=== DATA FOR PROCESSING ===
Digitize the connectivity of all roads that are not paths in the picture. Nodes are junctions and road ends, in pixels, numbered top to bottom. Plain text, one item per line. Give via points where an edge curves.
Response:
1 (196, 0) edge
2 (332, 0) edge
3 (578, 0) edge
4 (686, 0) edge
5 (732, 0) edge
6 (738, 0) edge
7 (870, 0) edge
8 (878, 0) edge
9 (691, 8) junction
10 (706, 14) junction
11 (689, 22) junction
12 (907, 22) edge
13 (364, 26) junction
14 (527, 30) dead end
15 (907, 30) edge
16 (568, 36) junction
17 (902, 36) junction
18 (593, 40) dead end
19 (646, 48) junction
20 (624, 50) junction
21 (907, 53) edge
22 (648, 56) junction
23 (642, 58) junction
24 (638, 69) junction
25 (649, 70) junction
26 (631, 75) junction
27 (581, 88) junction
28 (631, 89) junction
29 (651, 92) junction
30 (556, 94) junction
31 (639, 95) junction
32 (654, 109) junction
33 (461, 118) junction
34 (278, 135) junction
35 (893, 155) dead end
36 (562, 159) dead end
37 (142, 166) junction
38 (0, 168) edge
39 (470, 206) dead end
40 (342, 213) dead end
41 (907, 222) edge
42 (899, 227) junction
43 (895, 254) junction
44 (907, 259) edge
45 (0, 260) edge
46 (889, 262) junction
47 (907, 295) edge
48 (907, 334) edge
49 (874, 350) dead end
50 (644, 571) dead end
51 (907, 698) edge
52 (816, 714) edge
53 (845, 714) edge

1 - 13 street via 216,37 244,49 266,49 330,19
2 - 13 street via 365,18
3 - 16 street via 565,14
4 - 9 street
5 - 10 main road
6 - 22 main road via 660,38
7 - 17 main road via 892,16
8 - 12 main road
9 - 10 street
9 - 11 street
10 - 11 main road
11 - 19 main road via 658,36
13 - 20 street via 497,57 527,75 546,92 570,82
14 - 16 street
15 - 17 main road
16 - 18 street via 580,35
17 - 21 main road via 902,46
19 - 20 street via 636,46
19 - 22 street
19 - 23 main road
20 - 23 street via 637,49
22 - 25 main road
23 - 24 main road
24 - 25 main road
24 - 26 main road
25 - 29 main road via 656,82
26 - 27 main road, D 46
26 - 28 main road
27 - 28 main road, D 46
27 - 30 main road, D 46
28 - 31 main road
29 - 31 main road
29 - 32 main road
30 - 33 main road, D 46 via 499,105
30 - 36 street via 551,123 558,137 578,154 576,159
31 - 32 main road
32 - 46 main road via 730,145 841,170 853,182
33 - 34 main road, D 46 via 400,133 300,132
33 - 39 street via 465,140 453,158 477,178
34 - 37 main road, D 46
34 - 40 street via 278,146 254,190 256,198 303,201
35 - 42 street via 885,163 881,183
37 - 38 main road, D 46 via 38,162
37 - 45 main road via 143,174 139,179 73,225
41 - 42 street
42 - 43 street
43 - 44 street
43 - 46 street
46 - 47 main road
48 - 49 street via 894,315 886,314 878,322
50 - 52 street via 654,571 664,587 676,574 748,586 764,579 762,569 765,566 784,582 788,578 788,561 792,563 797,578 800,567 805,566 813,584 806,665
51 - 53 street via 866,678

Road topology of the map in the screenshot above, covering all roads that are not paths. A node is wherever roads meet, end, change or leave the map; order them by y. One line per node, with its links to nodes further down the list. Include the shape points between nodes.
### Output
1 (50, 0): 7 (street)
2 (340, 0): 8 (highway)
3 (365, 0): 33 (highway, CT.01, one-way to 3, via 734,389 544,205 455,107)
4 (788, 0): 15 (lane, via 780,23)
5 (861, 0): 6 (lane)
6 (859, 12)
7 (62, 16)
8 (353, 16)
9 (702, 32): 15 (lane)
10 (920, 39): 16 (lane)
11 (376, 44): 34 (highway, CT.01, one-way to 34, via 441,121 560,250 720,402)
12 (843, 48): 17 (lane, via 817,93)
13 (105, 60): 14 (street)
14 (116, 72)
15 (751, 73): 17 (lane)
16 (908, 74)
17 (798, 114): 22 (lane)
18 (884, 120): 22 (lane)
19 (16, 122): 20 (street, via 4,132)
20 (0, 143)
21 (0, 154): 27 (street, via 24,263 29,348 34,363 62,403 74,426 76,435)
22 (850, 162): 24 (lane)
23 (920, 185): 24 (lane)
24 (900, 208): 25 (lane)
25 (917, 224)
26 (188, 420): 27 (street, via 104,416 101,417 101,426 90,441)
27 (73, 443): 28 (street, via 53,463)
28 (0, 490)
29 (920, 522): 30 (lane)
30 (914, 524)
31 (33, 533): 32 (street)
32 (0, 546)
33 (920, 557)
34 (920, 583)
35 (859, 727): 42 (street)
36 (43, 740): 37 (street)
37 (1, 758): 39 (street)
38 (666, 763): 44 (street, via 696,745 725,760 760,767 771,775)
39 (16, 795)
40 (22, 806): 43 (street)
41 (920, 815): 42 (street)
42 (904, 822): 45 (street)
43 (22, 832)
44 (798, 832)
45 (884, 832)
===
_TO DO_
Search the data above for "lane" and copy every line where it turns up.

_RESPONSE BELOW_
4 (788, 0): 15 (lane, via 780,23)
5 (861, 0): 6 (lane)
9 (702, 32): 15 (lane)
10 (920, 39): 16 (lane)
12 (843, 48): 17 (lane, via 817,93)
15 (751, 73): 17 (lane)
17 (798, 114): 22 (lane)
18 (884, 120): 22 (lane)
22 (850, 162): 24 (lane)
23 (920, 185): 24 (lane)
24 (900, 208): 25 (lane)
29 (920, 522): 30 (lane)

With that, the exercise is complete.